The number of people released from jail on electronic monitoring has tripled since the landmark Humphrey ruling last year forced courts to consider a defendant’s ability to pay when setting bail amounts along with non-monetary alternatives to incarceration.
Before the appellate court’s January 2018 ruling, the number of defendants awaiting their day in court out of jail on electronic monitoring bracelets was about 100 every month. Since the ruling, the numbers have climbed monthly to about 300 a month.
In addition to the court ruling, Sheriff Vicki Hennessy did away with fees charged to inmates using the devices, which were criticized as unfair to the poor.

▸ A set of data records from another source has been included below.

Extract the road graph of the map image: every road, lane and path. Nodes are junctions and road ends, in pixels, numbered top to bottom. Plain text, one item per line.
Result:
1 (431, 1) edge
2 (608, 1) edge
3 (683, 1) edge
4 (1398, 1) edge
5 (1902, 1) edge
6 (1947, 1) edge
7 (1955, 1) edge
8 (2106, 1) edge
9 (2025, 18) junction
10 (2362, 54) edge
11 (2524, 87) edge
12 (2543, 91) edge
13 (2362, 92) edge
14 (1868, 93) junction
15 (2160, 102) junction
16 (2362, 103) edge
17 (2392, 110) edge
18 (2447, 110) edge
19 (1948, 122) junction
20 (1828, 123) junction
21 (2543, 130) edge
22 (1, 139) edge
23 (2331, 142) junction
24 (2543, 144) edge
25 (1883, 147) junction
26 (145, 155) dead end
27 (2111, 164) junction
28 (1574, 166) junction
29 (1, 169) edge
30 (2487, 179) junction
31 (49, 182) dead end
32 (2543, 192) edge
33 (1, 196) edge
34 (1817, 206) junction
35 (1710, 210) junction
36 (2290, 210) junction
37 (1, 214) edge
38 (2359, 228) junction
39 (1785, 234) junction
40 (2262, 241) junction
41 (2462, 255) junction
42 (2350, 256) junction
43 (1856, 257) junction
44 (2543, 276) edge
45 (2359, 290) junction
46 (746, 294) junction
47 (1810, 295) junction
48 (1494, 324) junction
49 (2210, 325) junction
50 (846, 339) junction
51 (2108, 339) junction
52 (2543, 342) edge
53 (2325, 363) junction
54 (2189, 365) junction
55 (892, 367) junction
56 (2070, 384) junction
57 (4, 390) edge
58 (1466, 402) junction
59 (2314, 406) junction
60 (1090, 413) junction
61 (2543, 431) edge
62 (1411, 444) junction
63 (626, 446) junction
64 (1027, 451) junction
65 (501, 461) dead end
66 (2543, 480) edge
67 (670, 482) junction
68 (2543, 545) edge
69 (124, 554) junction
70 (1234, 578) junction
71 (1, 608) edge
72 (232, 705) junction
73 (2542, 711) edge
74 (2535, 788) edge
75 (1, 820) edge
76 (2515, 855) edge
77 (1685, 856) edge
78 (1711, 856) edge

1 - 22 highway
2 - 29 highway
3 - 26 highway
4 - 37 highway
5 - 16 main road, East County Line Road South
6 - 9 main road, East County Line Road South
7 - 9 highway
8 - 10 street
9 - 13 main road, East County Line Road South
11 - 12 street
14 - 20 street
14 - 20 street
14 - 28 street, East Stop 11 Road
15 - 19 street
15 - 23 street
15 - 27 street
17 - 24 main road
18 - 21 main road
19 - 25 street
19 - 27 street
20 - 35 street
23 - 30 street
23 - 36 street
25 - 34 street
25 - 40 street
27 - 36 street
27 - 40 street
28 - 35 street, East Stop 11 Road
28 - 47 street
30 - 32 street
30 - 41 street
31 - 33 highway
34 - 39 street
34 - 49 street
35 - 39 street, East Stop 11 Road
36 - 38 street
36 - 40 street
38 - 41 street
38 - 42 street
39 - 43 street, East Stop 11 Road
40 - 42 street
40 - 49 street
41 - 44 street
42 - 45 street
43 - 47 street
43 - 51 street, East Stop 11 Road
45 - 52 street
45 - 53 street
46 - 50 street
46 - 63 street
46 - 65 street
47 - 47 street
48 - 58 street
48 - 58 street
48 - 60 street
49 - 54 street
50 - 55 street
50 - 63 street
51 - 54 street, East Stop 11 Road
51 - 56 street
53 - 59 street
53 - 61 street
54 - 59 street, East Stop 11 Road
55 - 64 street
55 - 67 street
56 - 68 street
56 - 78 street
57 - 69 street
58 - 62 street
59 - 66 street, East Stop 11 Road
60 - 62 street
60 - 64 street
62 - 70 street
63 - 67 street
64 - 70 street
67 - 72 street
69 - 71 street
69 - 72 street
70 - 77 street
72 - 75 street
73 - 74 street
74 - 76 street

According to Hennessy’s February newsletter, electronic monitoring cases increased 308 percent from 178 in 2017 to 725 in 2018 this past year. In April 2018 the department “converted its electronic monitoring unit to a 24/7 operation.”
The Sheriff’s Department presented the electronic monitoring data Wednesday at a Board of Supervisors Budget and Finance Committee hearing on a proposal to extend an existing electronic monitoring contract with Leaders in Community Alternatives, Inc. for an additional three months, to end on July 31. The extension would bring the total contract, which began on May 1, 2014, to $2.4 million.
The department is expected to enter into a contract with a different company on Aug. 1, following a competitive bidding process.
The cost of electronic monitoring has increased from $20,000 a month to about $120,000 a month due to increased use and abolishment of the fees, according to the budget analyst report.
Electronic monitoring is one of the strategies The City is using to reduce the jail population and treat those caught up in the justice system more humanely.
The Health Commission on Tuesday adopted a resolution to officially recognize incarceration as a public health issue and to have Department of Public Health create a plan building on past efforts to reduce the jail population, including funding needs.
“Each experience of being incarcerated is physically and psychologically traumatic, with lasting impact on individuals, their families, communities, and especially to pregnant mothers,” the resolution reads.
It also “recognizes the adverse childhood experiences and social inequities, such as institutional racism, leads to disproportionate involvement of people of color throughout the justice system” and that “criminalization of homelessness and poverty, substance use disorders, and mental illness leads to incarceration.”
“Jails are not healing environments, and we know that incarceration can have a lasting traumatic effect,” said Dr. Edward Chow, Health Commission president, in a statement. “At the same time, we know that criminalization of homelessness and poverty, substance use disorders, and mental illness leads to incarceration. That paradox tells us that people are not getting the help they need, and we can do better.”
The average daily jail population increased 3 percent in 2018 from 1,263 to 1,295, according to Hennessy’s newsletter.
About 40 percent of those in the jail are homeless or marginally housed and transitional age youth are 17 percent of the jail population, according to the resolution. Thirty-eight percent of those booked at the jail are black, and of those who remain in jail about 50 percent are black, even though The City’s black population is only about 5 percent.